Though Ward 4 Alderman Tom Fagan voted against the motion, he said he was not opposed to the redevelopment of Watson Plaza. But Fagan said he believed the new RFP should encompass the same boundaries as the original RFP that the board voted to issue in December 2002.
Besides the boundaries of the shopping center, the original request for proposals included Rayburn Park. The new RFP that will be issued will include only the "footprint'' of the shopping center. A motion by Fagan to include Rayburn Park within the boundaries of the request for proposals died for lack of a second.
Watson Plaza is adjacent to the city's Watson/Sappington Road Redevelopment Area where a Kohl's Department Store opened last fall. The only piece of property not owned by G.J. Grewe in the shopping center is the former Service Merchandise site.
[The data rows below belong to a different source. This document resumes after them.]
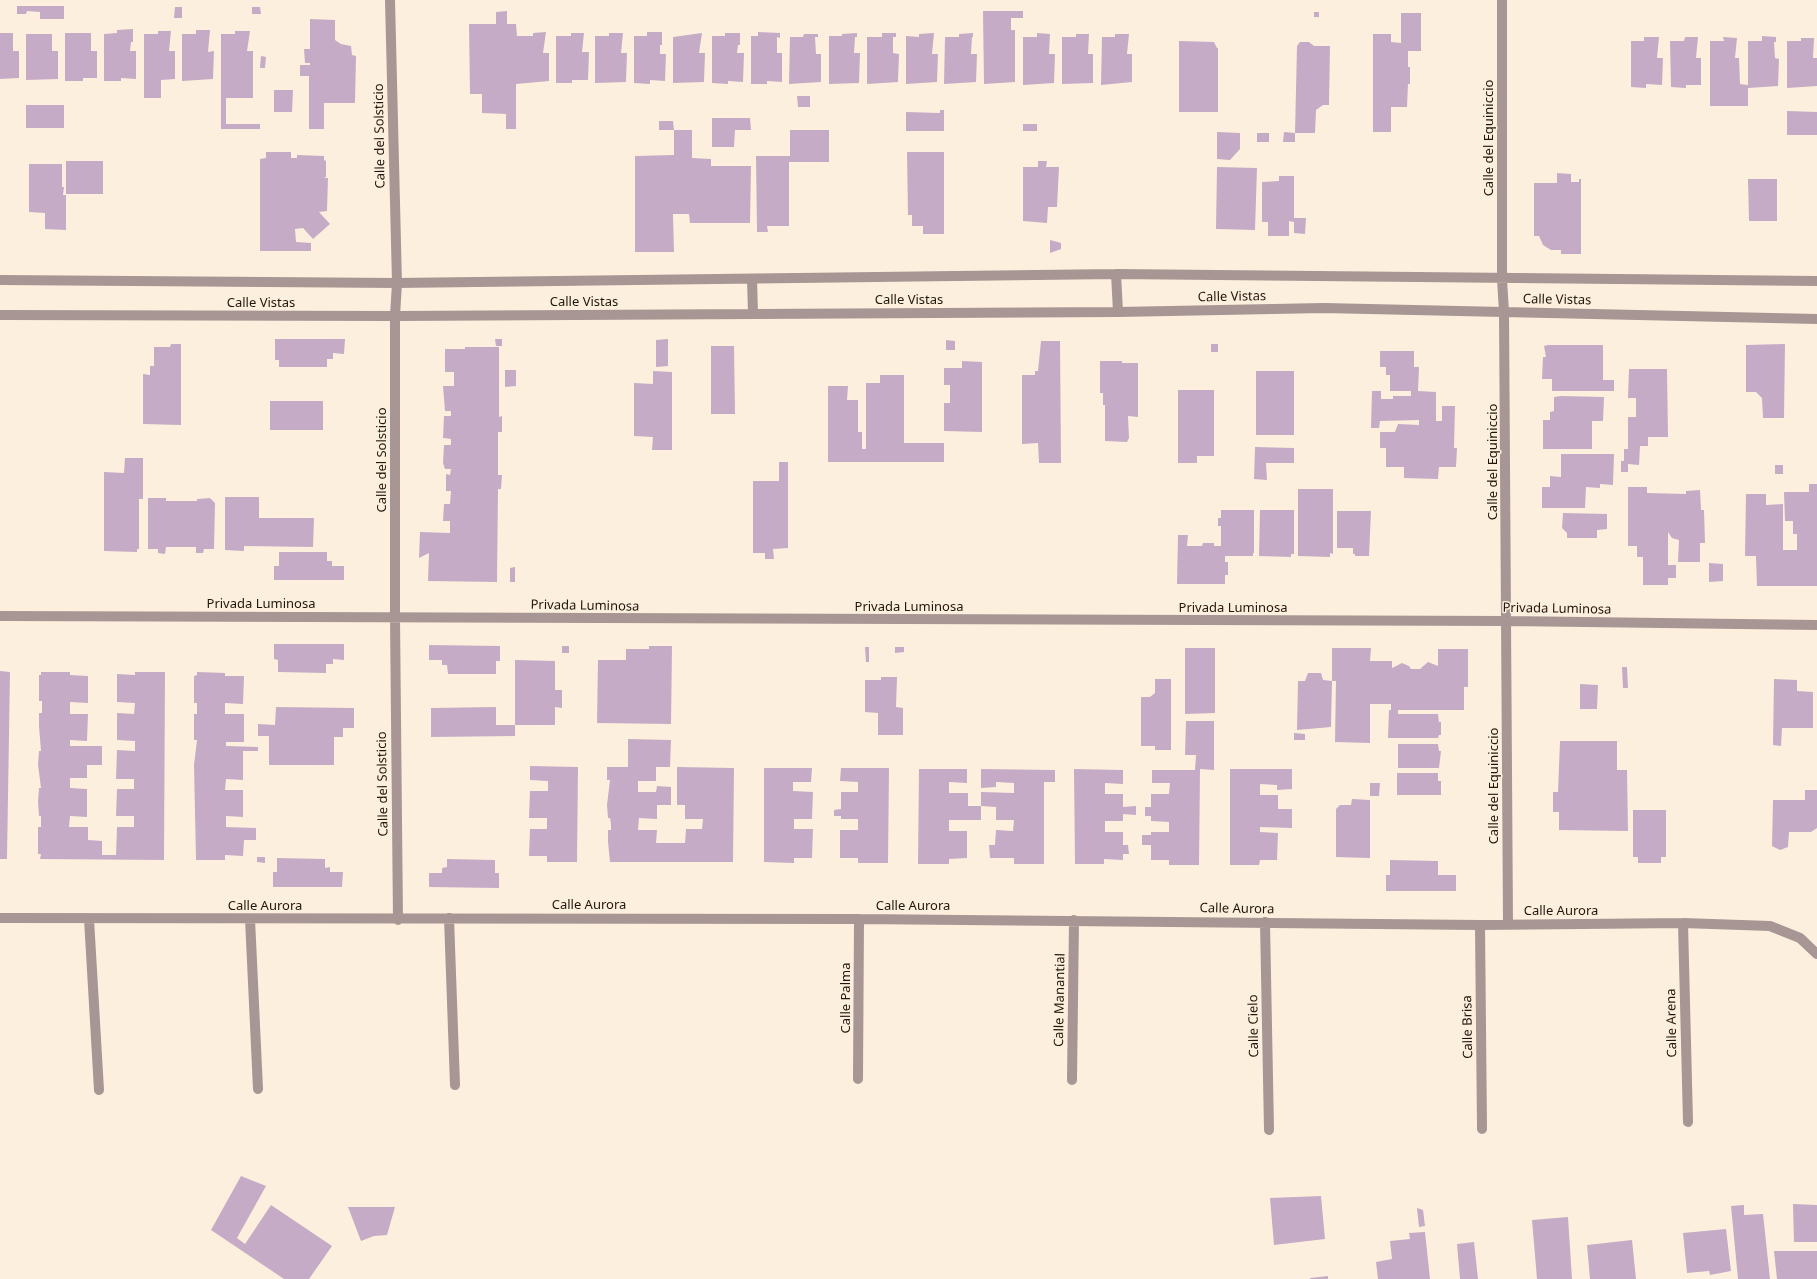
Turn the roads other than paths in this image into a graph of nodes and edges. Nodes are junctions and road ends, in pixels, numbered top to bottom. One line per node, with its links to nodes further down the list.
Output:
1 (390, 0): 8 (street, Calle del Solsticio)
2 (1502, 0): 5 (street, Calle del Equiniccio)
3 (1116, 274): 4 (street, Calle Vistas); 5 (street, Calle Vistas); 9 (street)
4 (752, 279): 8 (street, Calle Vistas); 11 (street)
5 (1502, 279): 7 (street, Calle Vistas); 10 (street, Calle del Equiniccio)
6 (0, 280): 8 (street, Calle Vistas)
7 (1817, 281)
8 (397, 283): 13 (street, Calle del Solsticio)
9 (1118, 312): 10 (street, Calle Vistas); 11 (street, Calle Vistas)
10 (1504, 312): 14 (street, Calle Vistas); 17 (street, Calle del Equiniccio)
11 (753, 313): 13 (street, Calle Vistas)
12 (0, 315): 13 (street, Calle Vistas)
13 (395, 316): 16 (street, Calle del Solsticio)
14 (1817, 319)
15 (0, 616): 16 (street, Privada Luminosa)
16 (395, 617): 17 (street, Privada Luminosa); 24 (street, Calle del Solsticio)
17 (1507, 621): 18 (street, Privada Luminosa); 29 (street, Calle del Equiniccio)
18 (1817, 625)
19 (0, 918): 22 (street, Calle Aurora)
20 (449, 918): 21 (street, Calle Aurora); 24 (street, Calle Aurora); 33 (street)
21 (859, 918): 25 (street, Calle Aurora); 31 (street, Calle Palma)
22 (89, 919): 23 (street, Calle Aurora); 35 (street)
23 (250, 919): 24 (street, Calle Aurora); 34 (street)
24 (398, 920)
25 (1074, 920): 26 (street, Calle Aurora); 32 (street, Calle Manantial)
26 (1265, 922): 28 (street, Calle Aurora); 38 (street, Calle Cielo)
27 (1683, 923): 29 (street, Calle Aurora); 30 (street, Calle Aurora); 36 (street, Calle Arena)
28 (1480, 924): 29 (street, Calle Aurora); 37 (street, Calle Brisa)
29 (1508, 924)
30 (1817, 954)
31 (858, 1078)
32 (1072, 1080)
33 (455, 1086)
34 (258, 1089)
35 (99, 1090)
36 (1688, 1122)
37 (1482, 1129)
38 (1269, 1130)

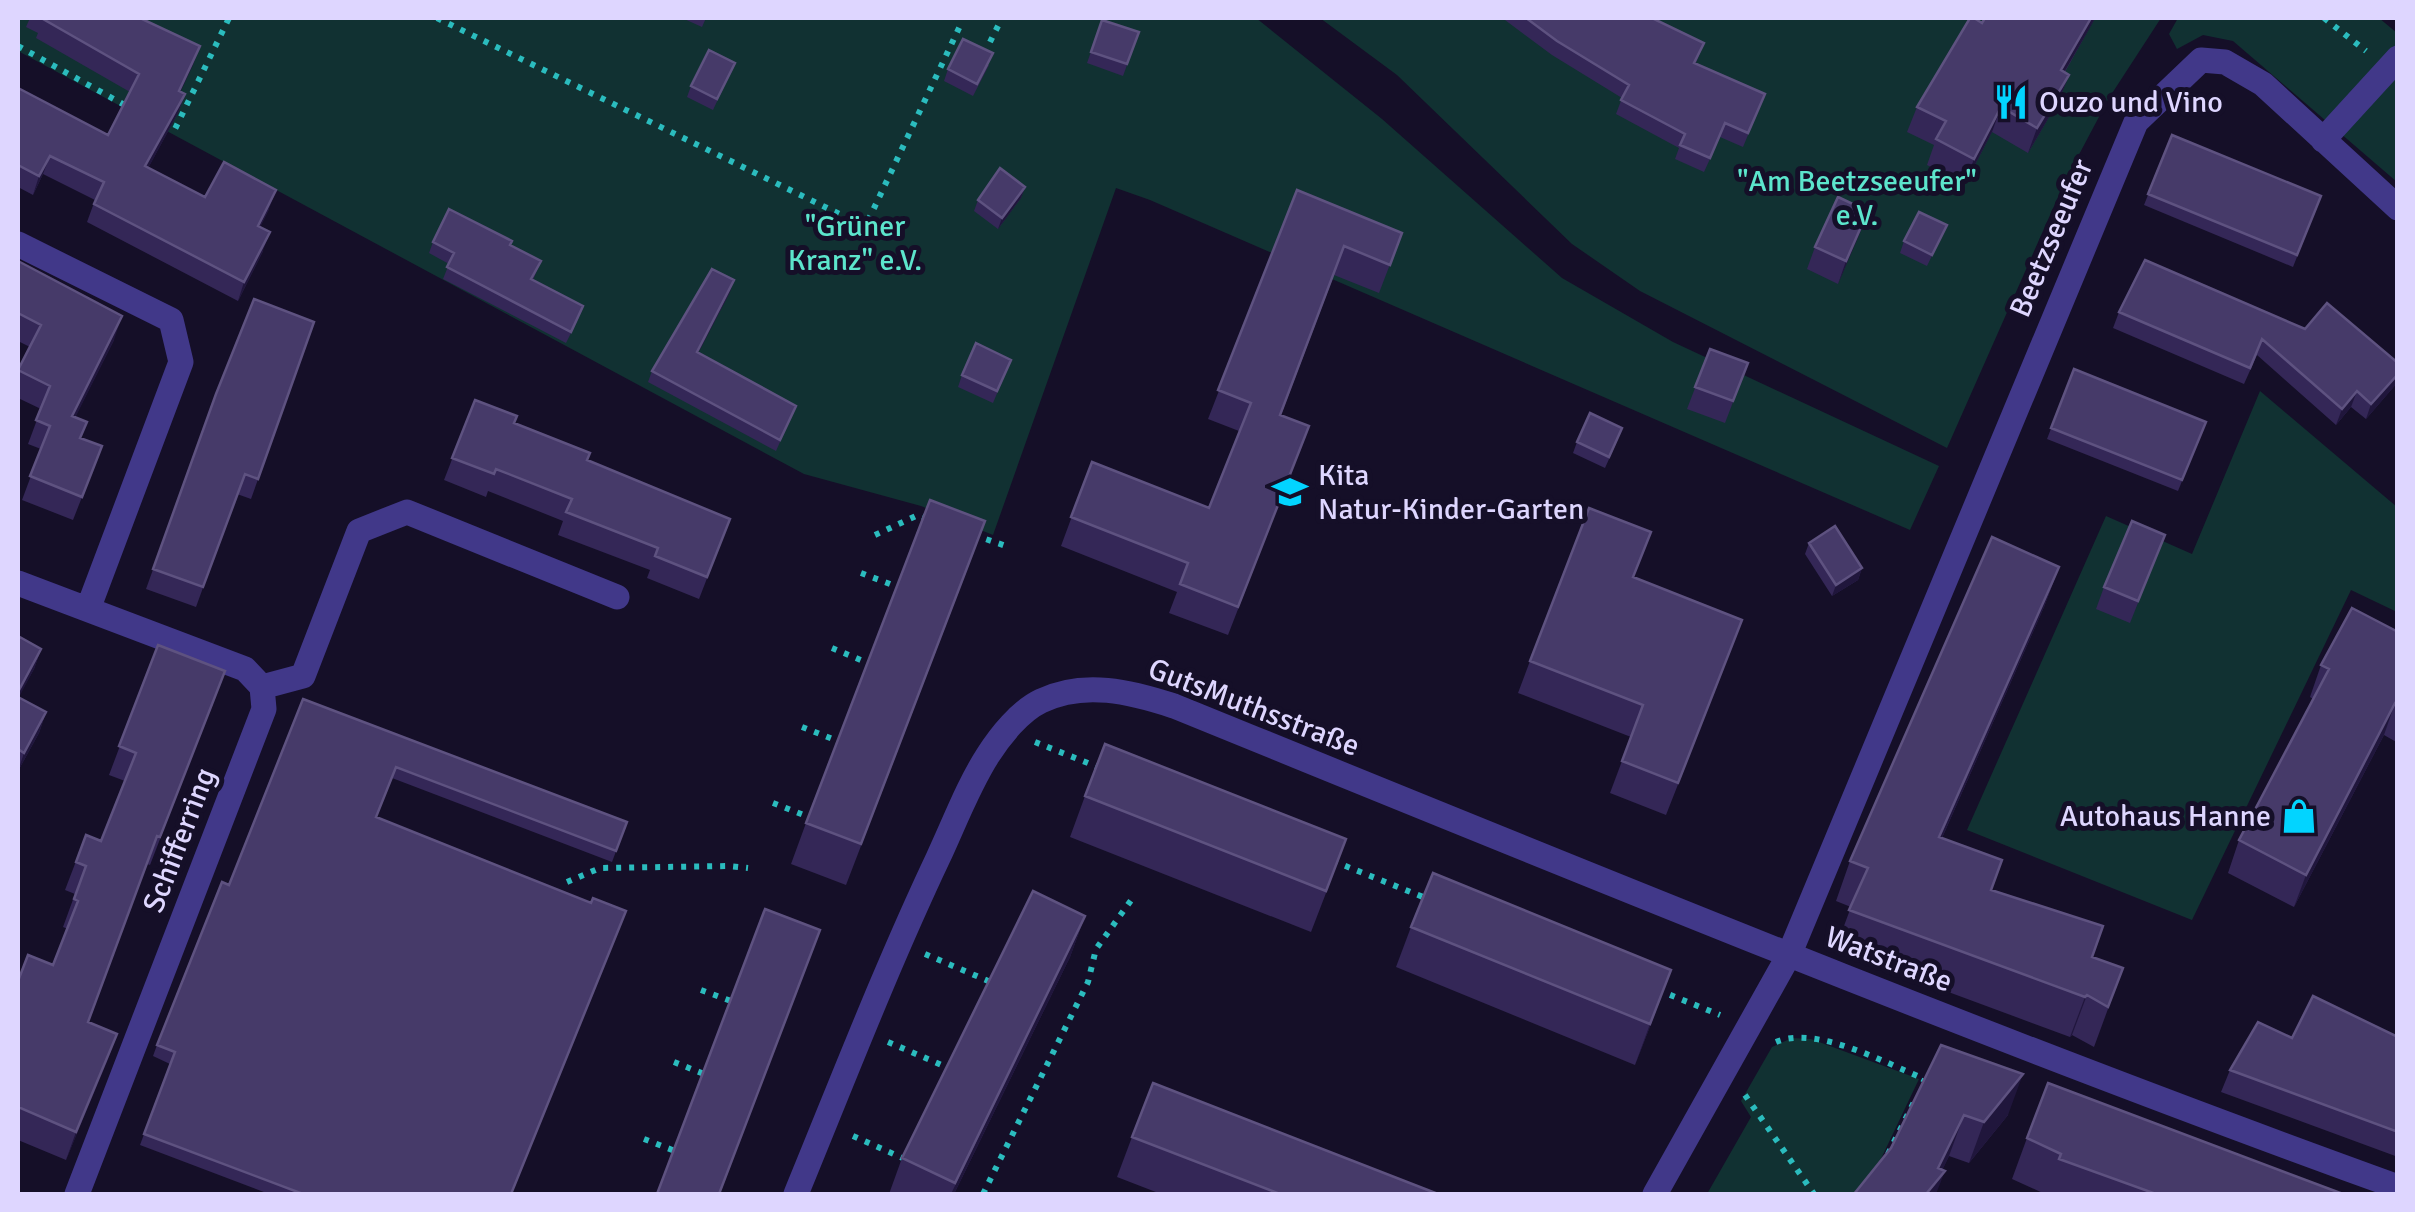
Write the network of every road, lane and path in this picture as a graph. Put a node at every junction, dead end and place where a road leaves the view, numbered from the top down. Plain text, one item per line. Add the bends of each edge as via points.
1 (229, 18) edge
2 (437, 18) edge
3 (1002, 18) edge
4 (960, 26) dead end
5 (990, 42) dead end
6 (18, 46) edge
7 (2398, 58) edge
8 (136, 112) edge
9 (154, 121) edge
10 (2323, 140) junction
11 (2398, 208) edge
12 (18, 244) edge
13 (1988, 473) joint
14 (936, 521) edge
15 (970, 534) edge
16 (875, 536) dead end
17 (1006, 546) dead end
18 (860, 573) dead end
19 (18, 583) edge
20 (898, 587) edge
21 (617, 596) dead end
22 (88, 609) junction
23 (832, 648) dead end
24 (868, 663) edge
25 (262, 687) junction
26 (802, 727) dead end
27 (1006, 730) junction
28 (838, 741) edge
29 (1120, 776) edge
30 (773, 803) dead end
31 (809, 817) edge
32 (1328, 859) edge
33 (748, 868) dead end
34 (567, 882) dead end
35 (1132, 900) dead end
36 (1430, 900) edge
37 (899, 943) junction
38 (1788, 955) junction
39 (993, 984) edge
40 (1640, 984) edge
41 (701, 990) dead end
42 (731, 1001) edge
43 (1748, 1026) junction
44 (863, 1031) junction
45 (674, 1062) dead end
46 (951, 1069) edge
47 (704, 1074) edge
48 (1741, 1089) dead end
49 (826, 1123) junction
50 (644, 1139) dead end
51 (674, 1150) edge
52 (1887, 1156) edge
53 (907, 1160) edge
54 (2398, 1187) edge
55 (77, 1194) edge
56 (796, 1194) edge
57 (982, 1194) edge
58 (1654, 1194) edge
59 (1814, 1194) edge

1 - 9 path via 175,129
2 - 4 path via 862,225
3 - 5 path
6 - 8 path
7 - 10 street
10 - 11 street, Beetzseeufer
10 - 13 street, Beetzseeufer via 2262,84 2226,62 2201,60 2158,98 2136,122
12 - 22 street via 171,320 181,362
13 - 38 street, Watstraße
14 - 16 path via 918,515
15 - 17 path
18 - 20 path
19 - 22 street
21 - 25 street via 407,512 359,531 303,676
22 - 25 street via 245,670
23 - 24 path
25 - 55 street, Schifferring via 264,708
26 - 28 path
27 - 29 path
27 - 37 street, GutsMuthsstraße via 986,757
27 - 38 street, GutsMuthsstraße via 1039,702 1069,692 1133,693
30 - 31 path
32 - 36 path
33 - 34 path via 600,868
35 - 57 path via 1096,949 1088,982
37 - 39 path
37 - 44 street, GutsMuthsstraße
38 - 43 street
38 - 54 street, Watstraße
40 - 43 path
41 - 42 path
43 - 52 path via 1766,1046 1812,1036 1925,1078
43 - 58 street
44 - 46 path
44 - 49 street, GutsMuthsstraße
45 - 47 path
48 - 59 path
49 - 53 path
49 - 56 street, GutsMuthsstraße
50 - 51 path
Service Merchandise filed for bankruptcy in 1999 and the rights to the Crestwood site are owned by Developers Diversified Realty, a real estate investment trust based in Cleveland, Ohio.
During his presentation to the board, Grewe said, "... We all have great incentives for a vibrant Crestwood and we continue to receive strong competition from our neighbors to the west. (Assistant to the City Administrator) Matt Conley can speak in support of my concern of Novus group having the intersection of Watson and Lindbergh under control and Sunset Hills sending out that RFP. I know that some of the people in Kirkwood are shifting around and there's going to be some minor anchor tenants that are available there that continue to compete with us.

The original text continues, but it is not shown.